Run through the records and, wherever a line holds the word "Białowieska", return that line.

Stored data
= = = = = = =
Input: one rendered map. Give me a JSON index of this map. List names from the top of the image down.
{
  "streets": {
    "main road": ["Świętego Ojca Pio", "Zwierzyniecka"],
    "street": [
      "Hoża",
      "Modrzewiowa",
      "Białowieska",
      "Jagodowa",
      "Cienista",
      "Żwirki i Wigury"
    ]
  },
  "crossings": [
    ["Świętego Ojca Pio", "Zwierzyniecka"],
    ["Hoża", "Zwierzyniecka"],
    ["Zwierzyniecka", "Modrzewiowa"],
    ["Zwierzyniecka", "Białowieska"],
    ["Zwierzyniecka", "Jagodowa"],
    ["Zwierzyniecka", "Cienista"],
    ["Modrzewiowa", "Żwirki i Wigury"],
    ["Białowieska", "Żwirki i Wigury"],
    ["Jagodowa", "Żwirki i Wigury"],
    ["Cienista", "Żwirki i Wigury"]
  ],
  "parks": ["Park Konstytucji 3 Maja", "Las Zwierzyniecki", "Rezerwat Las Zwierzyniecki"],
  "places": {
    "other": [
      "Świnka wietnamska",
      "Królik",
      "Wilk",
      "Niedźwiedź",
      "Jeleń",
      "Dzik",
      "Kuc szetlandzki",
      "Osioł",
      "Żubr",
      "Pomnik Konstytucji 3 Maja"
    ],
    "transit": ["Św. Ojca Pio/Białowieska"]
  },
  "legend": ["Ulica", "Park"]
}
= = = = = = =
• Solution:
      "Białowieska",
    ["Zwierzyniecka", "Białowieska"],
    ["Białowieska", "Żwirki i Wigury"],
    "transit": ["Św. Ojca Pio/Białowieska"]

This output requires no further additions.